🤖 AI Summary
Existing statistical mutation-killing criteria, such as DeepCrime, violate monotonicity: expanding the test set may overturn prior “killed” judgments to “survived”, undermining reliability and interpretability of DNN mutation testing.
Method: This paper introduces Fisher’s exact test—the first application of rigorous statistical hypothesis testing in DNN mutation testing—to establish a monotonic framework. It models output-behavior discrepancies under input perturbations and strictly controls Type-I error rates.

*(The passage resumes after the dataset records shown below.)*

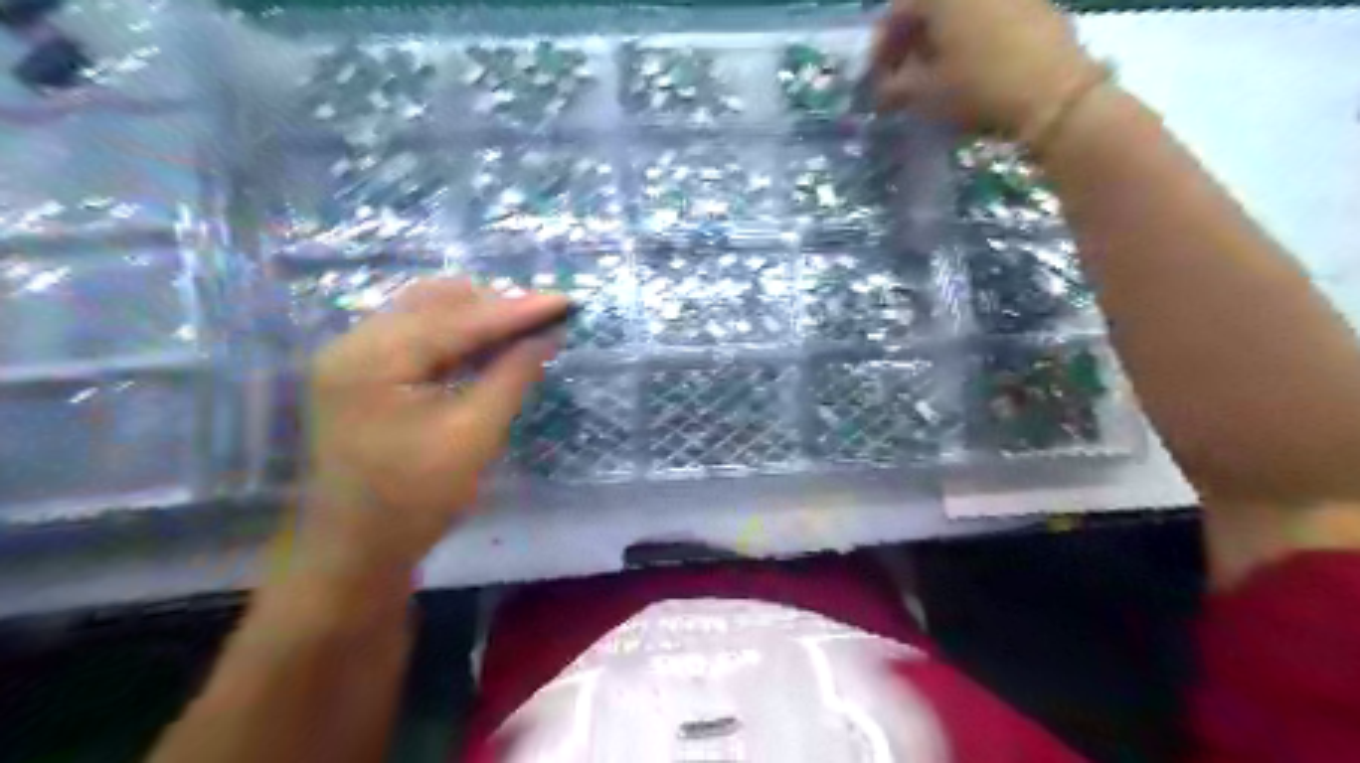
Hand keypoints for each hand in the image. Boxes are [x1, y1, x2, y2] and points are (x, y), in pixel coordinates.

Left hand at [292, 279, 568, 583]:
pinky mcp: (359, 371)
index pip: (457, 318)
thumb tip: (549, 333)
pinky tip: (487, 348)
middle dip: (495, 308)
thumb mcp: (474, 434)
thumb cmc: (416, 499)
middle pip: (436, 302)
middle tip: (544, 322)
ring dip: (476, 319)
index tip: (566, 301)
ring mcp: (351, 355)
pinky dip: (455, 337)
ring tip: (522, 333)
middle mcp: (353, 343)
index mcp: (372, 360)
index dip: (516, 309)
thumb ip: (512, 375)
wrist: (356, 550)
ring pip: (425, 313)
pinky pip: (414, 335)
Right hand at [870, 1, 1103, 137]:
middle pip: (930, 7)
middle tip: (902, 77)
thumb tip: (884, 89)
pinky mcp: (1034, 2)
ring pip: (959, 11)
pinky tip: (967, 67)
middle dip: (911, 42)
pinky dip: (969, 36)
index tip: (876, 79)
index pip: (897, 12)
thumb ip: (894, 88)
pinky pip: (988, 14)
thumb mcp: (923, 94)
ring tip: (934, 76)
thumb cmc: (977, 88)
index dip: (881, 48)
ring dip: (940, 40)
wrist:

Contribution/Results: The proposed method guarantees that once a mutant is declared “killed”, it remains so under any superset of the test data, thereby resolving the non-monotonicity issue fundamentally while preserving statistical rigor. Empirical evaluation on CIFAR-10 and ImageNet demonstrates significantly improved stability and reproducibility of mutation detection. Our approach establishes a theoretically sound and practically viable paradigm for assessing the effectiveness of DNN testing.
📝 Abstract
Mutation testing has emerged as a powerful technique for evaluating the effectiveness of test suites for Deep Neural Networks. Among existing approaches, the statistical mutant killing criterion of DeepCrime has leveraged statistical testing to determine whether a mutant significantly differs from the original model. However, it suffers from a critical limitation: it violates the monotonicity property, meaning that expanding a test set may result in previously killed mutants no longer being classified as killed. In this technical report, we propose a new formulation of statistical mutant killing based on Fisher exact test that preserves the statistical rigour of it while ensuring monotonicity.